:: ABOUT THIS EXERCISE ::
Word for word, write the lines below out again, with no pictures.

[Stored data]
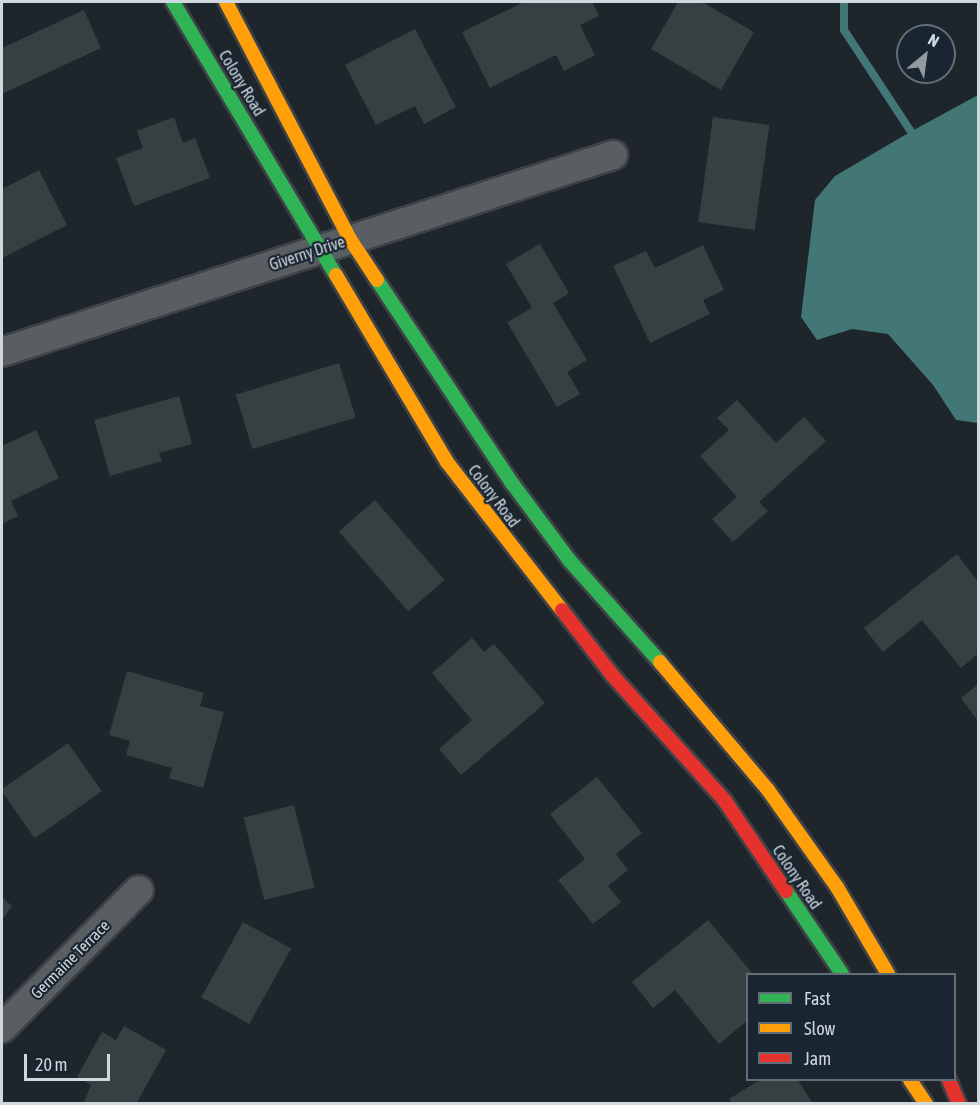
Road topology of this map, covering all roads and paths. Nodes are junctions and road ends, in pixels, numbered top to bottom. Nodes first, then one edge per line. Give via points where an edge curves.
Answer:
1 (173, 2) edge
2 (226, 2) edge
3 (614, 155) dead end
4 (350, 238) junction
5 (322, 248) junction
6 (2, 352) edge
7 (139, 890) dead end
8 (841, 973) edge
9 (887, 973) edge
10 (2, 1028) edge
11 (911, 1081) edge
12 (949, 1081) edge
13 (926, 1104) edge
14 (959, 1104) edge

1 - 5 main road, Colony Road
2 - 4 main road, Colony Road
3 - 4 street, Giverny Drive
4 - 5 street, Giverny Drive
4 - 9 main road, Colony Road via 512,483 570,561 768,790 837,887
5 - 6 street, Giverny Drive
5 - 8 main road, Colony Road via 447,462 613,676 725,801
7 - 10 street, Germaine Terrace
11 - 13 main road
12 - 14 main road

:: OUTPUT ::
Road topology of this map, covering all roads and paths. Nodes are junctions and road ends, in pixels, numbered top to bottom. Nodes first, then one edge per line. Give via points where an edge curves.
Answer:
1 (173, 2) edge
2 (226, 2) edge
3 (614, 155) dead end
4 (350, 238) junction
5 (322, 248) junction
6 (2, 352) edge
7 (139, 890) dead end
8 (841, 973) edge
9 (887, 973) edge
10 (2, 1028) edge
11 (911, 1081) edge
12 (949, 1081) edge
13 (926, 1104) edge
14 (959, 1104) edge

1 - 5 main road, Colony Road
2 - 4 main road, Colony Road
3 - 4 street, Giverny Drive
4 - 5 street, Giverny Drive
4 - 9 main road, Colony Road via 512,483 570,561 768,790 837,887
5 - 6 street, Giverny Drive
5 - 8 main road, Colony Road via 447,462 613,676 725,801
7 - 10 street, Germaine Terrace
11 - 13 main road
12 - 14 main road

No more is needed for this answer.